World Economic News
Rumors of Financial Restructurings Abound
Some of the latest developments:
* Bank of America is said to be interested in acquiring Barclays. B of A, with $1.5 billion in assets, is the second largest bank in the U.S., and Barclays, according to the most recent Forbes ranking, was the largest financial institution in the world by assets, with $1.6 billion.
* Citigroup, which had $1.75 billion in assets as of Sept. 30, saw its stock rise last week on speculation of major changes, possibly involving restructuring, asset sales, and management changes.
* Venice's Assicurazioni Generali is rumored to be both a takeover target, and looking to buy another insurer to make it too big to swallow.
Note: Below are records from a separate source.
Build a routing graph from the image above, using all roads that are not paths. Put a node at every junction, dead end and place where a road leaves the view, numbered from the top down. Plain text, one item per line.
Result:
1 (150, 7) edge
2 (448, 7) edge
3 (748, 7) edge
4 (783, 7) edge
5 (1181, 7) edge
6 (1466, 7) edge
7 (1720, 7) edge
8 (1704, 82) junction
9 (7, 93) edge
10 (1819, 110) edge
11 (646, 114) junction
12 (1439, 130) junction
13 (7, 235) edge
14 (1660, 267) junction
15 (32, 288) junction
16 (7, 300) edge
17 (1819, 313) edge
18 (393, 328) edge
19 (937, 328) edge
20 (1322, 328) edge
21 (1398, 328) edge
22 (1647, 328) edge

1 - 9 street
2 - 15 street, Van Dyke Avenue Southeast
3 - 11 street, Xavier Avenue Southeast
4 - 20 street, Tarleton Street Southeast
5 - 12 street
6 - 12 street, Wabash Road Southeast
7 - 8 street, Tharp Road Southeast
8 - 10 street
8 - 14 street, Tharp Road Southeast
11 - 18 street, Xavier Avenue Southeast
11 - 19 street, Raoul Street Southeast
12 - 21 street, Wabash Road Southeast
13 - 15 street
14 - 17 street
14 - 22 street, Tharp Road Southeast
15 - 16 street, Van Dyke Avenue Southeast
AIG and Dutch insurer Aegon are said to be interested in "Mother" Generali, and Generali is said to be fighting with German insurer Allianz over Swiss Life.
Traders frequently use rumors to raise or drop the value of a particular stock in order to make money, and sometimes rumors are used to force certain desired moves; sometimes they are true, sometimes they are not, but the level of rumors in the market is a useful window into the overall state of agitation. Whether any of these deals go through or not, the consolidation among financial institutions will continue, as the proverbial drunks prop each other up.
Warnings Multiply on Junk Debt Collapse
Bank of England deputy governor Sir John Gieve issued a warning of a jump in leveraged debt defaults, in a Bank release on Dec. 15. Reuters links the warning to the previous day's Standard and Poor's report, and S&P's conference call on which it predicted 1.5 trillion euros ($2 trillion) in takeover attempts in Europe alone in 2007.
The Cerberus hedge fund, along with Goldman Sachs' hedge fund Goldman Capital Partners, both based in New York, are moving to the top as world's biggest hedge fund devils in the inferno of leveraged takeovers; Cerberus will now own two banks and a major finance company (GMAC), after its current takeover of BAWAG bank in Austria. BAWAG was the trade union-owned bank that defrauded investors of nearly $1 billion in the RefCo hedge fund fraud and collapse in 2005. As Cerberus's "piggische bank" for takeovers in Europe, it will effectively be run by Kenneth Leet from Goldman Sachs (now a Cerberus senior executive under former U.S. Treasury Secretary Jack Snow).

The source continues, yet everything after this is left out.